::: Task inputs

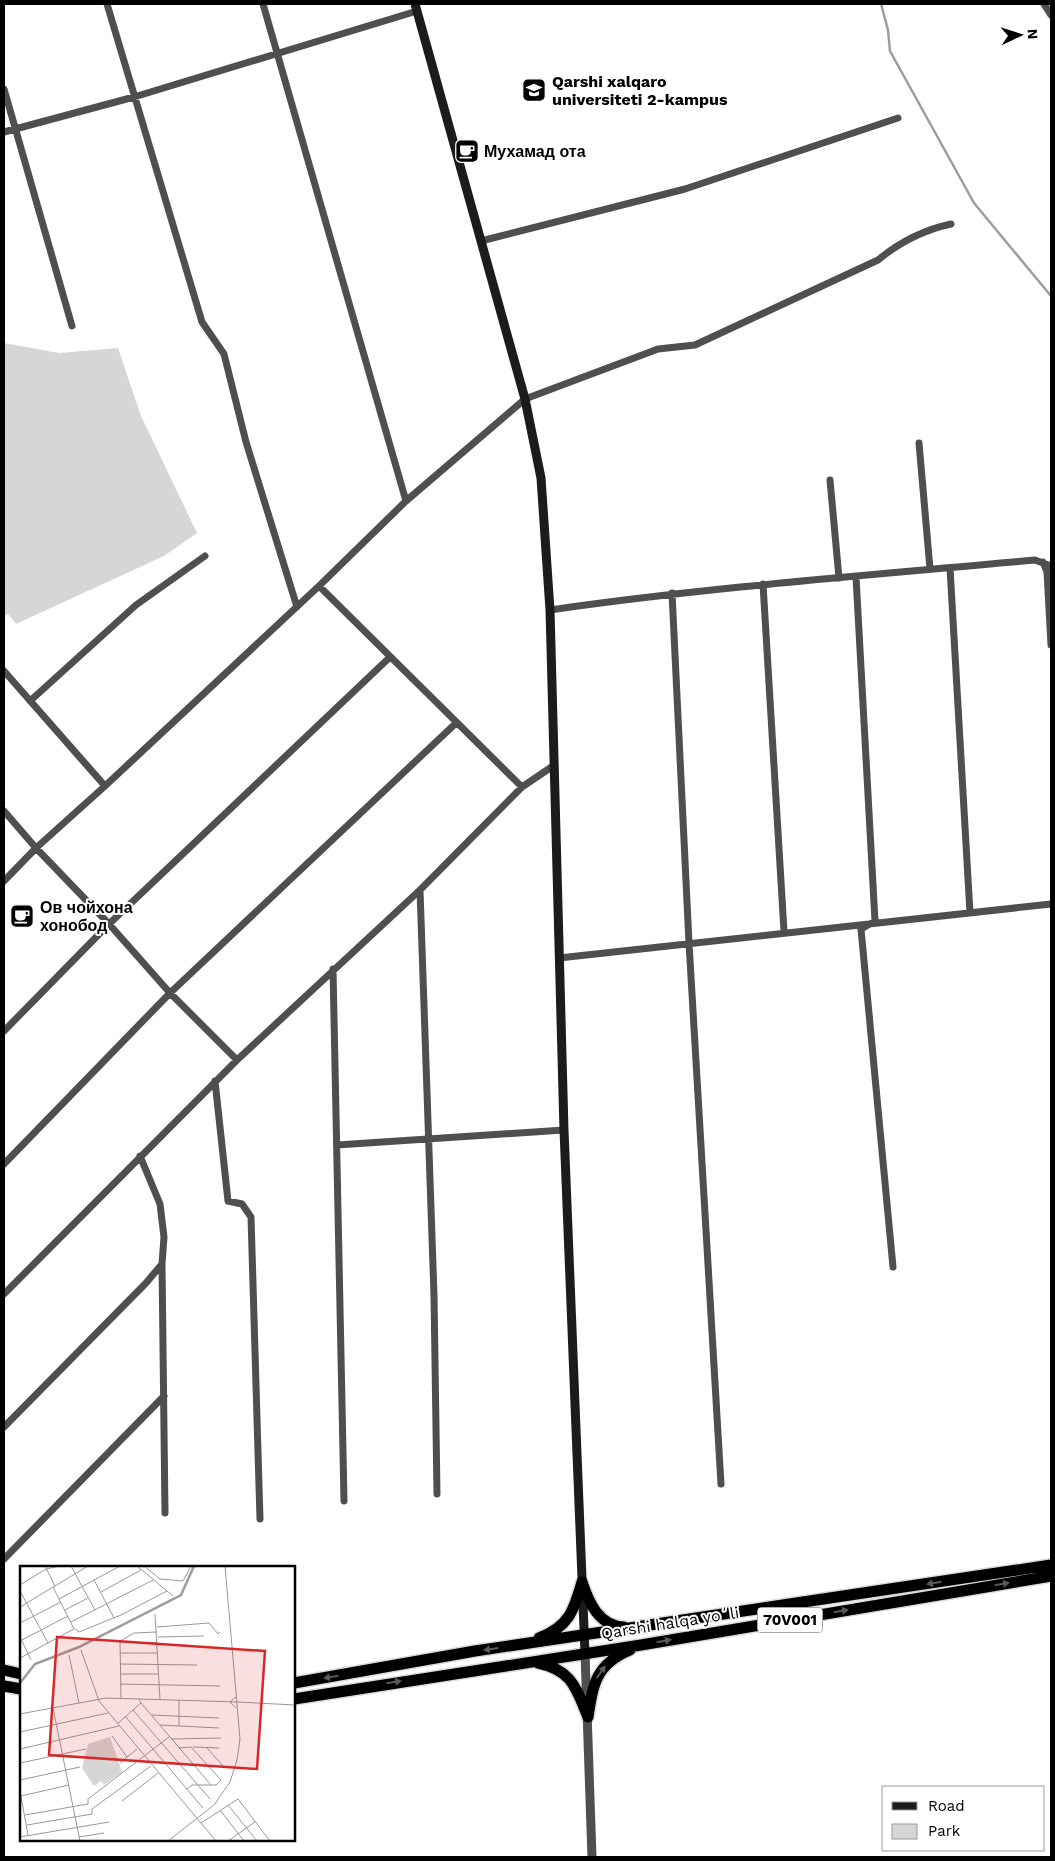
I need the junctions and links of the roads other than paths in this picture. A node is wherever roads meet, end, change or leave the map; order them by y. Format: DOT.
graph roads {
  1 [pos="107,4"];
  2 [pos="263,4"];
  3 [pos="1044,4"];
  4 [pos="416,8"];
  5 [pos="1051,16"];
  6 [pos="277,54"];
  7 [pos="4,90"];
  8 [pos="134,96"];
  9 [pos="898,118"];
  10 [pos="15,129"];
  11 [pos="4,132"];
  12 [pos="951,224"];
  13 [pos="481,241"];
  14 [pos="72,326"];
  15 [pos="525,398"];
  16 [pos="919,443"];
  17 [pos="830,480"];
  18 [pos="406,501"];
  19 [pos="205,556"];
  20 [pos="1043,562"];
  21 [pos="1051,566"];
  22 [pos="950,568"];
  23 [pos="930,569"];
  24 [pos="856,577"];
  25 [pos="839,578"];
  26 [pos="763,584"];
  27 [pos="319,586"];
  28 [pos="672,593"];
  29 [pos="297,607"];
  30 [pos="550,610"];
  31 [pos="1051,644"];
  32 [pos="389,658"];
  33 [pos="4,671"];
  34 [pos="30,701"];
  35 [pos="455,724"];
  36 [pos="553,766"];
  37 [pos="105,786"];
  38 [pos="522,787"];
  39 [pos="4,811"];
  40 [pos="36,848"];
  41 [pos="4,881"];
  42 [pos="420,890"];
  43 [pos="1051,904"];
  44 [pos="970,913"];
  45 [pos="874,922"];
  46 [pos="109,924"];
  47 [pos="784,932"];
  48 [pos="689,943"];
  49 [pos="559,958"];
  50 [pos="333,969"];
  51 [pos="170,993"];
  52 [pos="4,1031"];
  53 [pos="236,1060"];
  54 [pos="215,1081"];
  55 [pos="564,1130"];
  56 [pos="430,1138"];
  57 [pos="337,1145"];
  58 [pos="140,1156"];
  59 [pos="4,1164"];
  60 [pos="162,1264"];
  61 [pos="893,1267"];
  62 [pos="4,1294"];
  63 [pos="164,1396"];
  64 [pos="4,1427"];
  65 [pos="721,1484"];
  66 [pos="437,1494"];
  67 [pos="344,1501"];
  68 [pos="165,1513"];
  69 [pos="260,1519"];
  70 [pos="4,1559"];
  71 [pos="1051,1565"];
  72 [pos="1051,1576"];
  73 [pos="582,1582"];
  74 [pos="643,1627"];
  75 [pos="584,1636"];
  76 [pos="517,1645"];
  77 [pos="641,1645"];
  78 [pos="584,1653"];
  79 [pos="529,1661"];
  80 [pos="4,1670"];
  81 [pos="20,1674"];
  82 [pos="295,1683"];
  83 [pos="4,1686"];
  84 [pos="20,1689"];
  85 [pos="295,1699"];
  86 [pos="588,1717"];
  87 [pos="592,1857"];
  1 -- 8 [label="street"];
  2 -- 6 [label="street"];
  3 -- 5 [label="street"];
  4 -- 6 [label="street"];
  4 -- 13 [label="main road"];
  6 -- 8 [label="street"];
  6 -- 18 [label="street"];
  7 -- 10 [label="street"];
  8 -- 10 [label="street"];
  8 -- 29 [label="street"];
  9 -- 13 [label="street"];
  10 -- 11 [label="street"];
  10 -- 14 [label="street"];
  12 -- 15 [label="street"];
  13 -- 15 [label="main road"];
  15 -- 18 [label="street"];
  15 -- 30 [label="main road"];
  16 -- 23 [label="street"];
  17 -- 25 [label="street"];
  18 -- 27 [label="street"];
  19 -- 34 [label="street"];
  20 -- 21 [label="street"];
  20 -- 22 [label="street"];
  20 -- 31 [label="street"];
  22 -- 23 [label="street"];
  22 -- 44 [label="street"];
  23 -- 24 [label="street"];
  24 -- 25 [label="street"];
  24 -- 45 [label="street"];
  25 -- 26 [label="street"];
  26 -- 28 [label="street"];
  26 -- 47 [label="street"];
  27 -- 29 [label="street"];
  27 -- 32 [label="street"];
  28 -- 30 [label="street"];
  28 -- 48 [label="street"];
  29 -- 37 [label="street"];
  30 -- 36 [label="main road"];
  32 -- 35 [label="street"];
  32 -- 46 [label="street"];
  33 -- 34 [label="street"];
  34 -- 37 [label="street"];
  35 -- 38 [label="street"];
  35 -- 51 [label="street"];
  36 -- 38 [label="street"];
  36 -- 49 [label="main road"];
  37 -- 40 [label="street"];
  38 -- 42 [label="street"];
  39 -- 40 [label="street"];
  40 -- 41 [label="street"];
  40 -- 46 [label="street"];
  42 -- 50 [label="street"];
  42 -- 56 [label="street"];
  43 -- 44 [label="street"];
  44 -- 45 [label="street"];
  45 -- 47 [label="street"];
  45 -- 61 [label="street"];
  46 -- 51 [label="street"];
  46 -- 52 [label="street"];
  47 -- 48 [label="street"];
  48 -- 49 [label="street"];
  48 -- 65 [label="street"];
  49 -- 55 [label="main road"];
  50 -- 53 [label="street"];
  50 -- 57 [label="street"];
  51 -- 53 [label="street"];
  51 -- 59 [label="street"];
  53 -- 54 [label="street"];
  54 -- 58 [label="street"];
  54 -- 69 [label="street"];
  55 -- 56 [label="street"];
  55 -- 73 [label="main road"];
  56 -- 57 [label="street"];
  56 -- 66 [label="street"];
  57 -- 67 [label="street"];
  58 -- 60 [label="street"];
  58 -- 62 [label="street"];
  60 -- 63 [label="street"];
  60 -- 64 [label="street"];
  63 -- 68 [label="street"];
  63 -- 70 [label="street"];
  71 -- 74 [label="highway, Qarshi halqa yoʻli / 70V001, one-way"];
  77 -- 72 [label="highway, Qarshi halqa yoʻli / 70V001, one-way"];
  73 -- 74 [label="highway"];
  73 -- 75 [label="main road"];
  73 -- 76 [label="highway"];
  74 -- 75 [label="highway, Qarshi halqa yoʻli / 70V001"];
  75 -- 76 [label="highway, Qarshi halqa yoʻli / 70V001"];
  75 -- 78 [label="main road"];
  76 -- 82 [label="highway, Qarshi halqa yoʻli / 70V001, one-way"];
  77 -- 78 [label="highway, Qarshi halqa yoʻli / 70V001"];
  86 -- 77 [label="highway, one-way"];
  78 -- 79 [label="highway, Qarshi halqa yoʻli / 70V001"];
  78 -- 86 [label="street"];
  85 -- 79 [label="highway, Qarshi halqa yoʻli / 70V001, one-way"];
  79 -- 86 [label="highway"];
  80 -- 81 [label="highway"];
  83 -- 84 [label="highway"];
  86 -- 87 [label="street"];
}
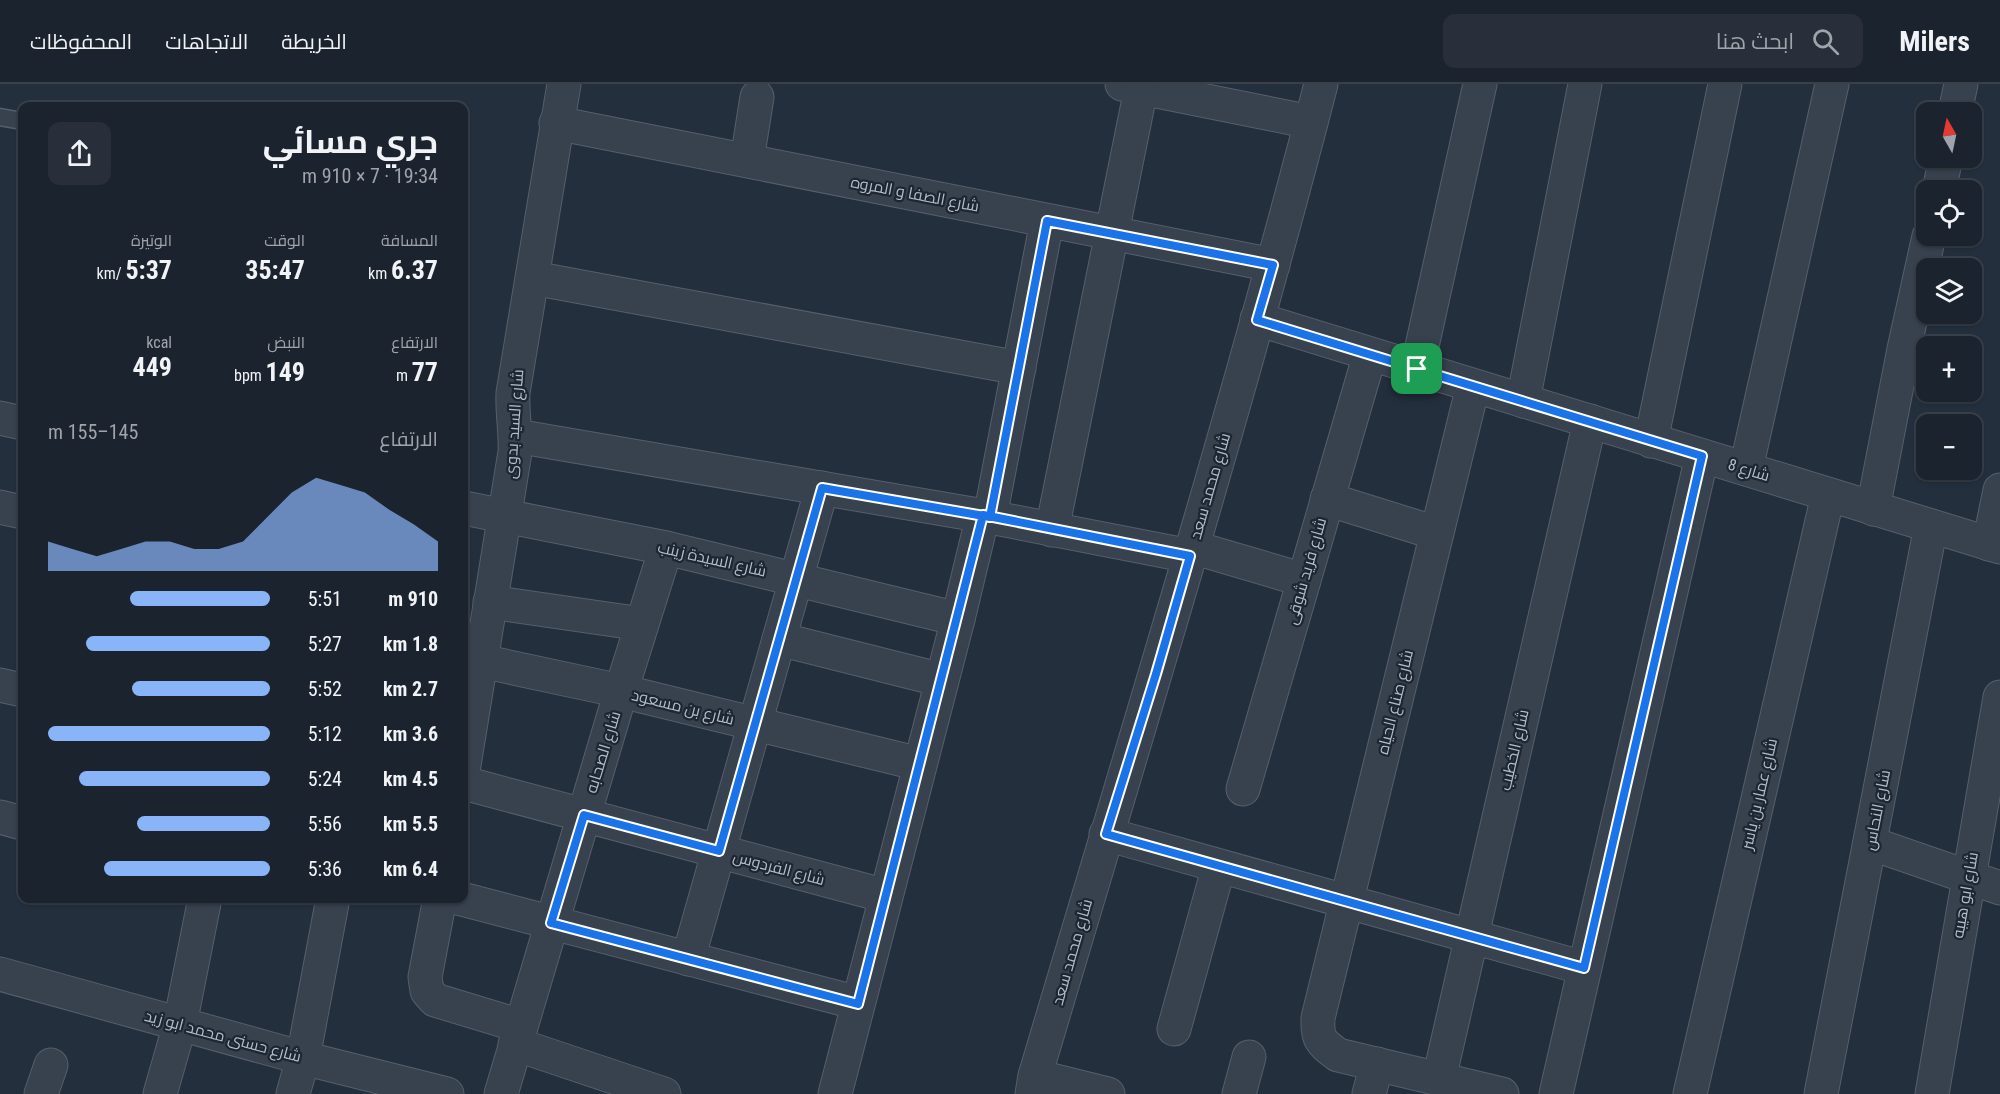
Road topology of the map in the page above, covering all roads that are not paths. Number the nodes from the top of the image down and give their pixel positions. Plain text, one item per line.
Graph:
1 (564, 84) edge
2 (1321, 84) edge
3 (1480, 84) edge
4 (1585, 84) edge
5 (1725, 84) edge
6 (1832, 84) edge
7 (1961, 84) edge
8 (1134, 85) edge
9 (757, 97) dead end
10 (1957, 102) edge
11 (0, 117) edge
12 (18, 120) edge
13 (556, 123) junction
14 (1311, 123) junction
15 (747, 160) junction
16 (1047, 221) junction
17 (1113, 234) junction
18 (1927, 246) edge
19 (1273, 265) junction
20 (533, 278) junction
21 (1257, 320) junction
22 (1370, 354) junction
23 (1019, 368) junction
24 (1417, 369) junction
25 (1473, 386) junction
26 (1523, 401) junction
27 (0, 418) edge
28 (1590, 421) junction
29 (18, 422) edge
30 (516, 436) junction
31 (1651, 441) junction
32 (1702, 456) junction
33 (1746, 469) junction
34 (822, 488) junction
35 (2000, 490) edge
36 (1828, 495) junction
37 (1327, 500) junction
38 (0, 507) edge
39 (1873, 508) junction
40 (468, 509) edge
41 (18, 511) edge
42 (504, 515) junction
43 (987, 516) junction
44 (1931, 526) junction
45 (1052, 530) junction
46 (1436, 533) junction
47 (1994, 546) edge
48 (666, 548) junction
49 (1191, 552) junction
50 (797, 579) junction
51 (1304, 580) junction
52 (490, 602) junction
53 (958, 619) junction
54 (642, 624) junction
55 (779, 639) junction
56 (481, 662) junction
57 (942, 680) junction
58 (0, 685) edge
59 (18, 689) edge
60 (621, 691) junction
61 (2000, 697) edge
62 (755, 724) junction
63 (468, 741) edge
64 (920, 764) junction
65 (468, 784) edge
66 (1243, 789) dead end
67 (584, 815) junction
68 (0, 817) edge
69 (18, 822) edge
70 (1106, 834) junction
71 (1870, 843) junction
72 (719, 851) junction
73 (1219, 866) junction
74 (1968, 876) junction
75 (2000, 888) edge
76 (886, 896) junction
77 (468, 901) edge
78 (1347, 901) junction
79 (204, 903) edge
80 (332, 903) edge
81 (439, 903) edge
82 (551, 923) junction
83 (1472, 936) junction
84 (688, 959) junction
85 (1584, 968) junction
86 (0, 974) edge
87 (858, 1004) junction
88 (180, 1024) junction
89 (1174, 1029) dead end
90 (518, 1035) junction
91 (1249, 1057) dead end
92 (303, 1058) junction
93 (1373, 1079) edge
94 (1438, 1079) junction
95 (1033, 1085) edge
96 (160, 1094) edge
97 (293, 1094) edge
98 (447, 1094) edge
99 (501, 1094) edge
100 (664, 1094) edge
101 (835, 1094) edge
102 (1108, 1094) edge
103 (1239, 1094) edge
104 (1502, 1094) edge
105 (1556, 1094) edge
106 (1690, 1094) edge
107 (1821, 1094) edge
108 (1932, 1094) edge

1 - 13 street, شارع السيد بدوى
2 - 14 street, شارع محمد سعد
3 - 24 street
4 - 26 street
5 - 31 street
6 - 33 street
7 - 10 street
8 - 14 street
8 - 17 street
9 - 15 street
11 - 12 lane
13 - 15 street, شارع الصفا و المروه
13 - 20 street, شارع السيد بدوى
14 - 19 street, شارع محمد سعد
15 - 16 street, شارع الصفا و المروه
16 - 17 street, شارع الصفا و المروه
16 - 23 street
17 - 19 street, شارع الصفا و المروه
17 - 45 street
18 - 39 street
19 - 21 street, شارع محمد سعد
20 - 23 street
20 - 30 street, شارع السيد بدوى
21 - 22 street, شارع 8
21 - 49 street, شارع محمد سعد
22 - 24 street, شارع 8
22 - 37 street, شارع فريد شوقى
23 - 43 street
24 - 25 street, شارع 8
25 - 26 street, شارع 8
25 - 46 street, شارع صناع الحياه
26 - 28 street, شارع 8
27 - 29 street
28 - 31 street, شارع 8
28 - 83 street, شارع الخطيب
30 - 34 street
30 - 42 street, شارع السيد بدوى
31 - 32 street, شارع 8
32 - 33 street, شارع 8
32 - 85 street
33 - 36 street, شارع 8
34 - 43 street
34 - 50 street
35 - 47 street
36 - 39 street, شارع 8
36 - 106 street, شارع عمار بن ياسر
37 - 46 street
37 - 51 street, شارع فريد شوقى
38 - 41 street
39 - 44 street, شارع 8
40 - 42 street, شارع السيدة زينب
42 - 48 street, شارع السيدة زينب
42 - 52 street, شارع السيد بدوى
43 - 45 street
43 - 53 street
44 - 47 street, شارع 8
44 - 71 street, شارع النحاس
45 - 49 street
46 - 78 street, شارع صناع الحياه
48 - 50 street, شارع السيدة زينب
48 - 54 street, شارع الصحابه
49 - 51 street
49 - 70 street, شارع محمد سعد
50 - 53 street, شارع السيدة زينب
50 - 55 street
51 - 66 street, شارع فريد شوقى
52 - 54 street
52 - 56 street, شارع السيد بدوى
53 - 57 street
54 - 60 street, شارع الصحابه
55 - 57 street
55 - 62 street
56 - 60 street, شارع بن مسعود
56 - 63 street, شارع السيد بدوى
57 - 64 street
58 - 59 street
60 - 62 street, شارع بن مسعود
60 - 67 street, شارع الصحابه
61 - 74 street, شارع ابو هيبه
62 - 64 street, شارع بن مسعود
62 - 72 street
64 - 76 street
65 - 67 street, شارع الفردوس
67 - 72 street, شارع الفردوس
67 - 82 street, شارع الصحابه
68 - 69 street
70 - 73 street
70 - 95 street, شارع محمد سعد
71 - 74 street
71 - 107 street, شارع النحاس
72 - 76 street, شارع الفردوس
72 - 84 street
73 - 78 street
73 - 89 street
74 - 75 street
74 - 108 street, شارع ابو هيبه
76 - 87 street
77 - 82 street
78 - 83 street
78 - 93 street, شارع صناع الحياه
79 - 88 street
80 - 92 street
81 - 90 street
82 - 84 street
82 - 90 street, شارع الصحابه
83 - 85 street
83 - 94 street, شارع الخطيب
84 - 87 street
85 - 105 street
86 - 88 street, شارع حسنى محمد ابو زيد
87 - 101 street
88 - 92 street, شارع حسنى محمد ابو زيد
88 - 96 street
90 - 99 street, شارع الصحابه
90 - 100 street
91 - 103 street
92 - 97 street
92 - 98 street, شارع حسنى محمد ابو زيد
93 - 94 street
94 - 104 street
95 - 102 street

::::::

§ Your task
Please say how many lines above contain "فريد", number only.

§ Task response
3